$
\def\P{\mathsf{\sf P}}
\def\E{\mathsf{\sf E}}
\def\Var{\mathsf{\sf Var}}
\def\Cov{\mathsf{\sf Cov}}
\def\std{\mathsf{\sf std}}
\def\Cor{\mathsf{\sf Cor}}
\def\R{\mathbb{R}}
\def\c{\,|\,}
\def\bb{\boldsymbol}
\def\diag{\mathsf{\sf diag}}
$

The distributions above have simple shape, in the sense that their pdf or pmf functions are constant, monotonic increasing or decreasing, or unimodal. This section and the next two sections describe methods of constructing distributions that are more complex, potentially having multiple local maxima and minima.

Given $k$ independent RVs $X^{(1)},\ldots,X^{(k)}$ that are all continuous or all discrete, their mixture is an RV with the following pdf or pmf \begin{align} f_{X}(x) &= \sum_{i=1}^k \alpha_i f_{X^{(i)}}(x) \qquad \text{(continuous case)}\\ p_{X}(x) &= \sum_{i=1}^k \alpha_i p_{X^{(i)}}(x) \qquad \text{(discrete case)}. \end{align} where $\bb\alpha=(\alpha_1,\ldots,\alpha_n)$ is a vector of non-negative numbers that sum to 1. Since the weights sum to one, the above functions are valid pdf or pmf and thus uniquely characterize the mixture distribution.

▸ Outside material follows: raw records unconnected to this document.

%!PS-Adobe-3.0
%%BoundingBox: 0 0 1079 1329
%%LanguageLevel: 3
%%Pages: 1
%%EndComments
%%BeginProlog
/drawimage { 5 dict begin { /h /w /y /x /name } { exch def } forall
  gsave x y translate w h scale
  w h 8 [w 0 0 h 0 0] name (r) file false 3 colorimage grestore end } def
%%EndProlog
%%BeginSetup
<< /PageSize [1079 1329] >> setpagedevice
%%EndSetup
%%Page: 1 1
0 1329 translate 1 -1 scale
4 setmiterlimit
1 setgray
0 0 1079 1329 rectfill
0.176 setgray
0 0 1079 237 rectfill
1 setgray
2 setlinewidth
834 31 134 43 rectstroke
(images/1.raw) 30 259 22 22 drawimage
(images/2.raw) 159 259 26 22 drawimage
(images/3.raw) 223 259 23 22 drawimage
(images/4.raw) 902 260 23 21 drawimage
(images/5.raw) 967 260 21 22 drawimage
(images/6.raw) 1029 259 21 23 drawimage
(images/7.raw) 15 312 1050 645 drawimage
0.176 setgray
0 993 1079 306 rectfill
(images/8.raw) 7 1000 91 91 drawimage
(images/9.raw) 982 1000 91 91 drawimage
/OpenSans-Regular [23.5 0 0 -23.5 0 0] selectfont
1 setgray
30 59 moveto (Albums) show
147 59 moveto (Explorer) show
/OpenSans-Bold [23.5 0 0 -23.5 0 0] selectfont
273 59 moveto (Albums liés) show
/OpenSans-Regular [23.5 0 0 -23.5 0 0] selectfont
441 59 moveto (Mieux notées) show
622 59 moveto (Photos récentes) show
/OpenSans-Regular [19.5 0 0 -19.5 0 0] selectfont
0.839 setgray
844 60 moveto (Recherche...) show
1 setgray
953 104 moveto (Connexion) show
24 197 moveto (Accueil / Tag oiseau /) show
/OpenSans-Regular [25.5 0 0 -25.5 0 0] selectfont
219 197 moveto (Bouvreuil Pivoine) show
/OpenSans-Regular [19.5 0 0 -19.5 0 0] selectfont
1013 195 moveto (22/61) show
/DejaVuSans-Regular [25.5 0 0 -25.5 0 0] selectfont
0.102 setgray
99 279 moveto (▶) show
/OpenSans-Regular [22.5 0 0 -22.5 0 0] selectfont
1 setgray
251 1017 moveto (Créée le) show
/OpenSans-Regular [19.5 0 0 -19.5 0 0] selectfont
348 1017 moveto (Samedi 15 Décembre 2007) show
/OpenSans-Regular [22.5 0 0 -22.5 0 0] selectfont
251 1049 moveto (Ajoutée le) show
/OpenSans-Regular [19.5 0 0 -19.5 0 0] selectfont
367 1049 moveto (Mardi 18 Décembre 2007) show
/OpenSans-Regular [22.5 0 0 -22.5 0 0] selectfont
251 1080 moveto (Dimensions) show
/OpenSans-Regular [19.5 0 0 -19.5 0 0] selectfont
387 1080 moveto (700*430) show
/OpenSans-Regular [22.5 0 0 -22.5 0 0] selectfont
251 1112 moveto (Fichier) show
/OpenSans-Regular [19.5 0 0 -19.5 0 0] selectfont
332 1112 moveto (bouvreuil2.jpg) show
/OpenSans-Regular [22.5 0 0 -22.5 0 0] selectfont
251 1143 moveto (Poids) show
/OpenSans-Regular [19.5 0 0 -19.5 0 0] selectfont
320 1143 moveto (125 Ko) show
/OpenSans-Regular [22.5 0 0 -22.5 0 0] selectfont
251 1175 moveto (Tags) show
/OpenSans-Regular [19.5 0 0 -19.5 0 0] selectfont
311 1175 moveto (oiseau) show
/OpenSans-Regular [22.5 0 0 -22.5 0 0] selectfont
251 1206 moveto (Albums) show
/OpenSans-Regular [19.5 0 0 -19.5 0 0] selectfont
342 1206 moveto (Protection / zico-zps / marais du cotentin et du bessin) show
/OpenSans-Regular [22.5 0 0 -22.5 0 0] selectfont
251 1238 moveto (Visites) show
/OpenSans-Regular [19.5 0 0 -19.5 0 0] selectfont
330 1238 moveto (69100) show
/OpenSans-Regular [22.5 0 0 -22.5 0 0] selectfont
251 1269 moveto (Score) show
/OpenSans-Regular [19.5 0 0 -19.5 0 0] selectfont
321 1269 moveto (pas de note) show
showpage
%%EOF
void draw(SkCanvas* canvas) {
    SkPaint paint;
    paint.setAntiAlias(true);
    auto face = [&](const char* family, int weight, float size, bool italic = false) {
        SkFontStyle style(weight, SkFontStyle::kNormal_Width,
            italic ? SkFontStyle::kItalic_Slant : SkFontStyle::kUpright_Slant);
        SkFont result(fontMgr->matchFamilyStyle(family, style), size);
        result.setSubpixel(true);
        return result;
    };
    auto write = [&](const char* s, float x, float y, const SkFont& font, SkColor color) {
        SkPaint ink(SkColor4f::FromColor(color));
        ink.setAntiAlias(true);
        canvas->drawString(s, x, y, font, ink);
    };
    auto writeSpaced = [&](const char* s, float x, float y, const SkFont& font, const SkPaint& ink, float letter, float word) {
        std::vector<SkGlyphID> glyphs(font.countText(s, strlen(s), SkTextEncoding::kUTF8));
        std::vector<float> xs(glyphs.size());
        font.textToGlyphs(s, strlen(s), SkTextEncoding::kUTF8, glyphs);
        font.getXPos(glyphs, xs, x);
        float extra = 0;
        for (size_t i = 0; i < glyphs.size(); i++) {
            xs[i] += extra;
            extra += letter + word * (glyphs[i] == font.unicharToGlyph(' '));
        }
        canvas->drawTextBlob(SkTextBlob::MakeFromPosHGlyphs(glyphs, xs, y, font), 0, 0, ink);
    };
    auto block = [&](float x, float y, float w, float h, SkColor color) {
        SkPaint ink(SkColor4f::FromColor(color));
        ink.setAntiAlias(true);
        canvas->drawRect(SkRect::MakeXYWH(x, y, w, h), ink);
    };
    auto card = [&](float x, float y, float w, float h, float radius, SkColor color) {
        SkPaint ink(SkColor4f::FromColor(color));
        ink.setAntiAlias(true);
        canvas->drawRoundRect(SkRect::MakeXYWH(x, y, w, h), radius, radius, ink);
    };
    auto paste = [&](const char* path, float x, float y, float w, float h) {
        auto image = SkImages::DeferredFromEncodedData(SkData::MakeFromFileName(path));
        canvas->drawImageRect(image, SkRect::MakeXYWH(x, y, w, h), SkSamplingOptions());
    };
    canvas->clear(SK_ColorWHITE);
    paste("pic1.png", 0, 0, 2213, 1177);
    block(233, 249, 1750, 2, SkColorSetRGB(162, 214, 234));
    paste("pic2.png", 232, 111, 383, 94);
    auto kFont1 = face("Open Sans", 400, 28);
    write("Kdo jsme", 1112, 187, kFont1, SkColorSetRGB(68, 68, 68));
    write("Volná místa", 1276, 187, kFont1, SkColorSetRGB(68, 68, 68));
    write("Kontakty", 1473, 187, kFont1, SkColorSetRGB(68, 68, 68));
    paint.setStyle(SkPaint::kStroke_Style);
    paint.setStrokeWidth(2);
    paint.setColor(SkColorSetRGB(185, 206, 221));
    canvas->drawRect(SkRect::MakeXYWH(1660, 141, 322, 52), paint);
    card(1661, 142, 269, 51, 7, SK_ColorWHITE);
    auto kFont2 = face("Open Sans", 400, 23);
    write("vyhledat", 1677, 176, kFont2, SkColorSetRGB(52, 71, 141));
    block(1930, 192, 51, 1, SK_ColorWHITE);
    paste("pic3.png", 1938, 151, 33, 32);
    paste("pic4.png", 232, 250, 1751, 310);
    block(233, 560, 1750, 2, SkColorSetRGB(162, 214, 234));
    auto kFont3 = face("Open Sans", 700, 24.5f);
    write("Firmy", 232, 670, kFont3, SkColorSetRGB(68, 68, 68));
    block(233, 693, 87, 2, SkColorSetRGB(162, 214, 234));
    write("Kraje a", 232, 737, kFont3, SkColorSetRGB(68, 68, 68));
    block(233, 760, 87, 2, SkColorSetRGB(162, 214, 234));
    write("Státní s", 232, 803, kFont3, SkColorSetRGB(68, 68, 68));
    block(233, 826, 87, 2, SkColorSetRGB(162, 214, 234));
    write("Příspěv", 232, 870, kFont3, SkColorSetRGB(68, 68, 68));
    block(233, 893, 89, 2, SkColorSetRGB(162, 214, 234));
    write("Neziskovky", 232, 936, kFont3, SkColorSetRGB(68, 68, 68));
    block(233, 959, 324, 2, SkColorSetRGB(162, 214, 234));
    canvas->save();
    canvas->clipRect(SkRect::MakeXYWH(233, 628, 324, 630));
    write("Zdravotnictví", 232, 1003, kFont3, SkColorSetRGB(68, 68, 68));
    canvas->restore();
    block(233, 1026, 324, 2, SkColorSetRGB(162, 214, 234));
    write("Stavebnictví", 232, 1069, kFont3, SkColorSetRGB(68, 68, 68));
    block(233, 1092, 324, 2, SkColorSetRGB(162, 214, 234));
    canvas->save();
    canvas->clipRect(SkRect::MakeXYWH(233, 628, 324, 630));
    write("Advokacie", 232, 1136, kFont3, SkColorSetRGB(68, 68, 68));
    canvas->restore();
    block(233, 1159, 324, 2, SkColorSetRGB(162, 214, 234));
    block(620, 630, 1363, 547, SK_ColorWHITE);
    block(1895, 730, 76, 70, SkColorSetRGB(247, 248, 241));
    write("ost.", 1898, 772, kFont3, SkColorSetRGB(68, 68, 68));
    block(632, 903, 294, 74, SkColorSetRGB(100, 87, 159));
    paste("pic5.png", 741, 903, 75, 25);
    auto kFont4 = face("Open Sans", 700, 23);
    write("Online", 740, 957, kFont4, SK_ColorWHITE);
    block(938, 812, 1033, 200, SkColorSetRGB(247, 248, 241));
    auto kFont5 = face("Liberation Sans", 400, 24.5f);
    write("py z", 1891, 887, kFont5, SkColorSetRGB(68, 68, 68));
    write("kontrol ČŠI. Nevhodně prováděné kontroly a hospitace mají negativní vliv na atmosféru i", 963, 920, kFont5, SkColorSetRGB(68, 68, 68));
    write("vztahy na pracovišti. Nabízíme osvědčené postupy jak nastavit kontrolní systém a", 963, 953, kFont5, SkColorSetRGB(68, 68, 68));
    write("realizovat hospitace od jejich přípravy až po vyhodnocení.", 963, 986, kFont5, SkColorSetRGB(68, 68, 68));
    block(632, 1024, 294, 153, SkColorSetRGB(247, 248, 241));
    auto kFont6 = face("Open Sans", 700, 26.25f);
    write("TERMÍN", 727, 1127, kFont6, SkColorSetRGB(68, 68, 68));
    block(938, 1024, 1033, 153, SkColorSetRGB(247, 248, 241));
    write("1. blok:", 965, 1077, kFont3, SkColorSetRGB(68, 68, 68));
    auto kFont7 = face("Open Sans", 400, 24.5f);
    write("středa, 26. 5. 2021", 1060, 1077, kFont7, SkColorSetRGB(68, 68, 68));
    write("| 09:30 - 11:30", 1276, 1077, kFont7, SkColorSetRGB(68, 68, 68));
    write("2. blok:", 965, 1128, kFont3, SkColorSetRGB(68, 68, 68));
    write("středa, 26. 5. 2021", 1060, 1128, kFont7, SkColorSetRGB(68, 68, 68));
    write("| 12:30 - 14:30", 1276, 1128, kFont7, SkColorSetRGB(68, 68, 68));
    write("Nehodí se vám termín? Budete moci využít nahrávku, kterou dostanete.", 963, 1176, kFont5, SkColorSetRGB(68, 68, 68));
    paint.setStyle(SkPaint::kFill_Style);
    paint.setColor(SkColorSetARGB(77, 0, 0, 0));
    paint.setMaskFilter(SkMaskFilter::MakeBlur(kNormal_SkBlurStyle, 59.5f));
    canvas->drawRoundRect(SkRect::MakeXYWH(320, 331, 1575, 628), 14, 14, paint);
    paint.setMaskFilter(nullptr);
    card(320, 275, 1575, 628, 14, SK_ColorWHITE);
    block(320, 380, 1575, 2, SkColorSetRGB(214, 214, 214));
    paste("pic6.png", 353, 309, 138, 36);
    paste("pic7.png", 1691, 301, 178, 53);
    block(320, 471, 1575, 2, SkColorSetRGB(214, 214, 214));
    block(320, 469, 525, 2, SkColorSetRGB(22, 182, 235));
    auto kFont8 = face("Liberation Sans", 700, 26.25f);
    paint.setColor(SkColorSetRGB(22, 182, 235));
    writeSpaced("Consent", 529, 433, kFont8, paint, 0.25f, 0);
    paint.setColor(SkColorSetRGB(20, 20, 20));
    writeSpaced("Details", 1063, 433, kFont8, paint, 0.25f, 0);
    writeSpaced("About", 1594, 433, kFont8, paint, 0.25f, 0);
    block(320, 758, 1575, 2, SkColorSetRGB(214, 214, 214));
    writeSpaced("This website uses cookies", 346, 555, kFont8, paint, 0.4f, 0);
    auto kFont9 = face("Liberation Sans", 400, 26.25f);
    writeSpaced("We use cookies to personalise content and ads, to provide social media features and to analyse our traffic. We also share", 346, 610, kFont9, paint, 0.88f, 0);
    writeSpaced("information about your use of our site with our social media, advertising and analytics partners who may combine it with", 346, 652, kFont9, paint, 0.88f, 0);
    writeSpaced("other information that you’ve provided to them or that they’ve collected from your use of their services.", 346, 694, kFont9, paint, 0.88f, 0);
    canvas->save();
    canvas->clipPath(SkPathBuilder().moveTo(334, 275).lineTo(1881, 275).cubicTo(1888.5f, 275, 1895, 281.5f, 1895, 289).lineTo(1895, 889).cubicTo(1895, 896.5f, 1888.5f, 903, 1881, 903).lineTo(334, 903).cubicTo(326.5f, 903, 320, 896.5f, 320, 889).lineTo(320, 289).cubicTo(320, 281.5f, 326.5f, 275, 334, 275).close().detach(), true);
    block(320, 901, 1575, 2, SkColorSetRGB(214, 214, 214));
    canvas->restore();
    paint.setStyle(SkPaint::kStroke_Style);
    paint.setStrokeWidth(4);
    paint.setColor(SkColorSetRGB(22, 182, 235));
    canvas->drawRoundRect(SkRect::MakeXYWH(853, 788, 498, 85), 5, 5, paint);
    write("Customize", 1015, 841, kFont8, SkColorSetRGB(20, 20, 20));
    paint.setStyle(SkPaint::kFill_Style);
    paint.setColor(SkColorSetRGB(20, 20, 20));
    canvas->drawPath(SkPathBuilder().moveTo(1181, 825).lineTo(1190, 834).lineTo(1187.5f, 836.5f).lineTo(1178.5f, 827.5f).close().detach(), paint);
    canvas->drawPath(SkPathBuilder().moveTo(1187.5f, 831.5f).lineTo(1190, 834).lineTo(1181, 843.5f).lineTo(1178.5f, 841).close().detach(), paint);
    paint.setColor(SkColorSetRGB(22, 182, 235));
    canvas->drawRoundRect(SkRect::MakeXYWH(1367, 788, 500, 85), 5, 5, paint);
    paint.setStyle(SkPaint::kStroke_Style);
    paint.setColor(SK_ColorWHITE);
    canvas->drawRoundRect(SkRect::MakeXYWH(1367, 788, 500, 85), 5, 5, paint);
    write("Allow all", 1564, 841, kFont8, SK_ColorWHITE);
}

The moments of a mixture random variables are linear combinations of the corresponding moments of the individual random variables: \begin{align*} \E(X) = \sum_{i=1}^k \alpha_i \E(X^{(i)})\\ \Var(X) = \sum_{i=1}^k \alpha_i^2 \Var(X^{(i)}). \end{align*}

Mixture distributions are able to capture a wide variety of complex distributions. For example, a mixture of $k$ Gaussians can capture a distribution with $k$ modes. Mixture distributions are particularly applicable to situations when the quantity is determined via a two stage experiment: first a mixture component is chosen, and then the value is determined from the appropriate mixture component. For example, consider the situation of measuring with length of fish found in a certain lake containing $k$ species of fish. Assuming fish in different species have significantly different lengths, and that within each of the species the variability in length is limited, we have a mixture model with $k$ components: $X^{(i)}, i=1,\ldots,k$ represents the distribution of lengths among the species, and $\bb w$ represents the relative frequency of the different species.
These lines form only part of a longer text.